Aim of the task
The expected output is each entry, given again exactly.

Data excerpts

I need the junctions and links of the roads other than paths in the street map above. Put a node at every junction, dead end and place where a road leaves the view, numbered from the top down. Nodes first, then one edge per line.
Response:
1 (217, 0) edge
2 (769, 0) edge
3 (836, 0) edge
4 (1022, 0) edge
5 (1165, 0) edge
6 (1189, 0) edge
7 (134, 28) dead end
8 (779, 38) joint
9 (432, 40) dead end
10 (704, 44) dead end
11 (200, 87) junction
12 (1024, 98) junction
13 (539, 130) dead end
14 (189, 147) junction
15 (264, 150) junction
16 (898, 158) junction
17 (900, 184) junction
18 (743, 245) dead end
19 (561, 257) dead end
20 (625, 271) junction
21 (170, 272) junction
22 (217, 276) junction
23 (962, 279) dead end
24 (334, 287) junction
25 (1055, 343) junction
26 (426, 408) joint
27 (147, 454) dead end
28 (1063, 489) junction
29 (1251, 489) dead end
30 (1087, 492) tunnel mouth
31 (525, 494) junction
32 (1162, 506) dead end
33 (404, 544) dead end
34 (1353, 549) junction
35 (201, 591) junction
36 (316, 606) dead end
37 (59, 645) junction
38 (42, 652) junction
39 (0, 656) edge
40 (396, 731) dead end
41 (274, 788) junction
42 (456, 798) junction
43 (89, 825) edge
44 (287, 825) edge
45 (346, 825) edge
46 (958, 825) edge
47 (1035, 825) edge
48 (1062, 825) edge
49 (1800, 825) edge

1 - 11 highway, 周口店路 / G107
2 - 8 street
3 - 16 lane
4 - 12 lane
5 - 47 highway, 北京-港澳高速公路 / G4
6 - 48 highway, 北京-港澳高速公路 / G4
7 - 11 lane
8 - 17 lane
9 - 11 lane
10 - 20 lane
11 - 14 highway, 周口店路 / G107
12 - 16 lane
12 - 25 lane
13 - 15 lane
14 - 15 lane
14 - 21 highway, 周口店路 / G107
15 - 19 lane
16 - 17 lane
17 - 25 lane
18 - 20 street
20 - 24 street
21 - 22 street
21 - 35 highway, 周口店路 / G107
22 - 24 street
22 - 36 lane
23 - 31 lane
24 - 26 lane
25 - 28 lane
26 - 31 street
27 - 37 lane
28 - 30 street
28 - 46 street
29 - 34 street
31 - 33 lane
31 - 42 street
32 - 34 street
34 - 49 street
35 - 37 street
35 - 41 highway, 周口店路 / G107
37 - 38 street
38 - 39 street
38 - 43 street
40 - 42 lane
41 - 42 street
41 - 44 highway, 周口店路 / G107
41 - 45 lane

Result of this exercise
I need the junctions and links of the roads other than paths in the street map above. Put a node at every junction, dead end and place where a road leaves the view, numbered from the top down. Nodes first, then one edge per line.
Response:
1 (217, 0) edge
2 (769, 0) edge
3 (836, 0) edge
4 (1022, 0) edge
5 (1165, 0) edge
6 (1189, 0) edge
7 (134, 28) dead end
8 (779, 38) joint
9 (432, 40) dead end
10 (704, 44) dead end
11 (200, 87) junction
12 (1024, 98) junction
13 (539, 130) dead end
14 (189, 147) junction
15 (264, 150) junction
16 (898, 158) junction
17 (900, 184) junction
18 (743, 245) dead end
19 (561, 257) dead end
20 (625, 271) junction
21 (170, 272) junction
22 (217, 276) junction
23 (962, 279) dead end
24 (334, 287) junction
25 (1055, 343) junction
26 (426, 408) joint
27 (147, 454) dead end
28 (1063, 489) junction
29 (1251, 489) dead end
30 (1087, 492) tunnel mouth
31 (525, 494) junction
32 (1162, 506) dead end
33 (404, 544) dead end
34 (1353, 549) junction
35 (201, 591) junction
36 (316, 606) dead end
37 (59, 645) junction
38 (42, 652) junction
39 (0, 656) edge
40 (396, 731) dead end
41 (274, 788) junction
42 (456, 798) junction
43 (89, 825) edge
44 (287, 825) edge
45 (346, 825) edge
46 (958, 825) edge
47 (1035, 825) edge
48 (1062, 825) edge
49 (1800, 825) edge

1 - 11 highway, 周口店路 / G107
2 - 8 street
3 - 16 lane
4 - 12 lane
5 - 47 highway, 北京-港澳高速公路 / G4
6 - 48 highway, 北京-港澳高速公路 / G4
7 - 11 lane
8 - 17 lane
9 - 11 lane
10 - 20 lane
11 - 14 highway, 周口店路 / G107
12 - 16 lane
12 - 25 lane
13 - 15 lane
14 - 15 lane
14 - 21 highway, 周口店路 / G107
15 - 19 lane
16 - 17 lane
17 - 25 lane
18 - 20 street
20 - 24 street
21 - 22 street
21 - 35 highway, 周口店路 / G107
22 - 24 street
22 - 36 lane
23 - 31 lane
24 - 26 lane
25 - 28 lane
26 - 31 street
27 - 37 lane
28 - 30 street
28 - 46 street
29 - 34 street
31 - 33 lane
31 - 42 street
32 - 34 street
34 - 49 street
35 - 37 street
35 - 41 highway, 周口店路 / G107
37 - 38 street
38 - 39 street
38 - 43 street
40 - 42 lane
41 - 42 street
41 - 44 highway, 周口店路 / G107
41 - 45 lane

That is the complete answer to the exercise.